Murray Goulburn managing director Gary Helou will step down from his role after the dairy co-operative slashed its profit forecast by as much as 40 per cent and cut the price it pays farmers for their milk.

Mr Helou will leave the top job less than a year after Murray Goulburn’s partial float on the ASX, which raised $500 million from investors.

The company released a trading update on Wednesday morning stating it now expected a net profit after tax of between $39 million and $42 million. In February the company predicted a net profit of about $63 million. That was down from its prospectus forecast of $89 million.

Shortly after the market opened, Murray Goulburn’s shares plunged as low as 37.6 per cent to $1.34. The shares hit a 52-week high in late December of $2.70.

Chairman Philip Tracy said the size of the gap between previous profit estimates and actual sales figures was too great. He said Mr Helou offered his resignation to the board at the weekend, which was accepted immediately.

Mr Tracy cited China’s crackdown on online sales as one of the reasons for the downgrade.

“This has really caused some doubt in the minds of traders,” Mr Tracy said.

This appeared at odds with an announcement to the ASX two weeks ago that the co-operative didn’t expect changes to Chinese e-commerce regulations to materially hit earnings.

Asked why the change of position in such a short timeframe, Mr Tracy said the board hadn’t seen the March quarter sales figures when the initial announcement was sent to the ASX.

“This has happened in the last few days,” he said.

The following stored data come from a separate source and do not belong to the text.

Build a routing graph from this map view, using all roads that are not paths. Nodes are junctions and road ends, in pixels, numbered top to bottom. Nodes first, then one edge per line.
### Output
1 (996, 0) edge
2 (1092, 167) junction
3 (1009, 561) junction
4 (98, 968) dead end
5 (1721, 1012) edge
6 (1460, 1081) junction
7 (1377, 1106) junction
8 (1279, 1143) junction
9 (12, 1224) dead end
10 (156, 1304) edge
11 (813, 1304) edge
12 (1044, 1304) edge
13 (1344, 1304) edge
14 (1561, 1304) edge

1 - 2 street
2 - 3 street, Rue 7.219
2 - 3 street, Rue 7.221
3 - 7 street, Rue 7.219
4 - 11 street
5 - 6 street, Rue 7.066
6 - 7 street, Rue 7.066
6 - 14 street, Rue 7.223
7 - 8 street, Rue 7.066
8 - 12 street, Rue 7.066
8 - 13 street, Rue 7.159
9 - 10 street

“Every quarter we look at the results and the March results came up for consideration last week. We could see there was a downturn… and sent management to look at the April numbers, which were affected by the [Chinese] regulatory changes.

“The quantum of that gap [between sales estimates and actual figures] warranted swift action.”

Mr Helou was bullish right up until last Wednesday – two days before the trading halt – about the co-operative’s shift away from commodities to higher value products, and confident Murray Goulburn’s $6 a kilogram farm gate price was achievable.

Mr Tracy said: “Gary is a proud man and was pretty disappointed [with the downgrade]”.

“It got to the point where he offered his resignation and we accepted it.”

But Mr Tracy praised Mr Helou, saying history would judge him as a “visionary leader”.

“Gary has made a significant contribution to MG and has been a powerful driving force behind out transition to become a globally recognised, ASX-listed food business,” he said.

Mr Helou said the company had transformed and delivered “premium” prices for farmers.

“While maintaining this price has proven difficult in current market conditions, I firmly believe MG has the foundations in place to support a strong and successful business in the years ahead,” he said.

Yet, the co-operative on Wednesday slashed the price it will pay farmers for their milk for the first since the financial crisis.

In February the company predicted a farmgate price of $5.60 per kilogram of milk solids. It now expects that number to be between $4.75 and $5 per kilogram of milk solids. It is the fist step down in the milk price since the financial crisis.

The co-operative cited a spike in the Australian dollar and a global dairy market that continues to weaken after China slashed its spending on bulk dairy imports and amid Russia’s ongoing trade sanctions on many western products.

“The board is very disappointed that MG could not ultimately generate milk prioces for FY16 either as disclosed in the product disclosure statement published in May 2015 or as revised and notified to suppliers and investors on February 29,” the co-operative said in a statement to the ASX.

Murray Goulburn will support the cash flows of farmers for the balance of FY16 and then recover that cost within the next three years.

Mr Helou will stay on at Murray Goulburn for a “short period” to assist interim chief executive David Mallinson, who was previously the company’s executive general manager for business operations.

Mr Helou will also cease being a director of the co-operative. Chief financial officer Brad Hingle will also leave the company.

It expects to pay a full year dividend of 7.1 to 7.8 cents a share based on the $39 million to $42 million profit forecast.